The case offered a tightrope walk to the prosecutor as the Justice Department continued to investigate Trump’s orbital figures for their role in motivating and stalking the conditions that led to the mob attack on the Capitol. .. Numerous defendants interpreted his call to “fight like hell” for the outcome of the 2020 elections as an order to attack the Capitol, alleging that they had clues from Trump that day in court allegations. Thompson made it the centerpiece of his defense.
In closing arguments, U.S. Federal Prosecutor’s Assistant William Drayer said of Thompson’s “side show” intended to arouse jury trials’ anger at Trump, rather than focusing on the apparent violations of law Thompson committed. It was controversial.
“The lawyer wants you to focus on what President Trump said on the morning of January 6. He wants you to forget what the client did on the afternoon of January 6. “Dreher said.
“He wants you to think that you have to choose between President Trump and his client, Mr. Thompson, right? One of them committed a crime that day, or one You can only find something worse than others, “Dreher continued. “Everyone in attendance, you don’t have to choose.”
The ability of Trump to influence his supporters to advance to the Capitol and defeat the Capitol has been the focus of Parliament’s January 6 Election Commission. It points to claims from defendants like Thompson, and Trump’s long silence during the riots, as evidence that the former president is the only, perhaps criminal, responsible for the violence that took place that day. ..
Dreher was consistent with the story, but urged the jury to set it aside.
“This is not President Trump’s criminal trial,” he said. “It’s not up to you to decide whether anyone other than the defendant should be prosecuted for any of the crimes indicted. The fact that others may also be guilty is not a defense of criminal accusations. The issue of possible guilt of others should not be in your mind. “
Thompson was convicted of six charges: obstruction of public affairs (with up to 20 years’ imprisonment), theft of government property, access to restricted buildings, and disorder in restricted buildings. Destructive acts, the Houses of Parliament, and a parade at the Houses of Parliament. The jury deliberated for about three hours.

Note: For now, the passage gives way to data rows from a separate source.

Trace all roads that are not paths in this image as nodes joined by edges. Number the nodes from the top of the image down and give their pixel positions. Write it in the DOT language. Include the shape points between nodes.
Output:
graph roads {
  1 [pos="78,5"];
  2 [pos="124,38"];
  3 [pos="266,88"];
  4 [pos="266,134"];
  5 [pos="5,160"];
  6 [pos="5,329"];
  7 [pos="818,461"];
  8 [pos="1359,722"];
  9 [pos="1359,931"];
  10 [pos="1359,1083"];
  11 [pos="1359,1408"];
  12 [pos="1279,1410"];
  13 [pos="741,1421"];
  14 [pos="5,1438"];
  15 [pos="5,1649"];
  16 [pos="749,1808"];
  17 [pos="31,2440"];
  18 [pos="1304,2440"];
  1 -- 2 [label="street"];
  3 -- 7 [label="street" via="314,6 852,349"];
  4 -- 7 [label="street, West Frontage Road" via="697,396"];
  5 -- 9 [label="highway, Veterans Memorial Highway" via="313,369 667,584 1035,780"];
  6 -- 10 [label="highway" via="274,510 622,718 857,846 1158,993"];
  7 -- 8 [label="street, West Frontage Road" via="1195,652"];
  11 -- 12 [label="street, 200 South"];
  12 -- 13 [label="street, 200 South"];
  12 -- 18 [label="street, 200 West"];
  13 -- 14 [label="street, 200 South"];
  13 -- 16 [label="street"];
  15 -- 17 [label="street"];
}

In Thompson’s closing argument, lawyer Samuel Shamanski urged the jury to consider “human nature.” He reminded them that Thompson had been absent from work for almost a year by January 6.
Shamansky did not challenge most of the factual cases presented by the prosecutor. Thompson entered the Capitol after Trump’s speech, joined a mob looting the Senator’s office, and stole a coat rack and a bottle of liquor during the turmoil. He fled the police when a riot struck police in a tunnel in the Capitol that night when a policeman approached him to ask about a coat rack.
However, Shamansky urged the jury to consider the “mental” effects of Trump’s words over time.
“He consumed these lies and this false information,” Shamansky said, calling Trump “an evil and ominous man who stops without doing anything to give way on January 6th.” Shamanski explained that Thompson would remain in power as a “pawn” in Trump’s “game of illness.”
“In your heart, in your head,” Shamansky told the jury, “Do the right thing.”
The debate concludes a trial in which there was an unusually broad agreement between the prosecutor and the defense lawyer about the defendant’s actions. Thompson took the position of claiming that he was a slave to Trump when he committed the actions he took, but knew they were wrong at the time.
Thompson’s wife also witnessed her husband becoming more and more radical during President Trump’s term and testified that it became particularly serious when he lost his job in March 2020.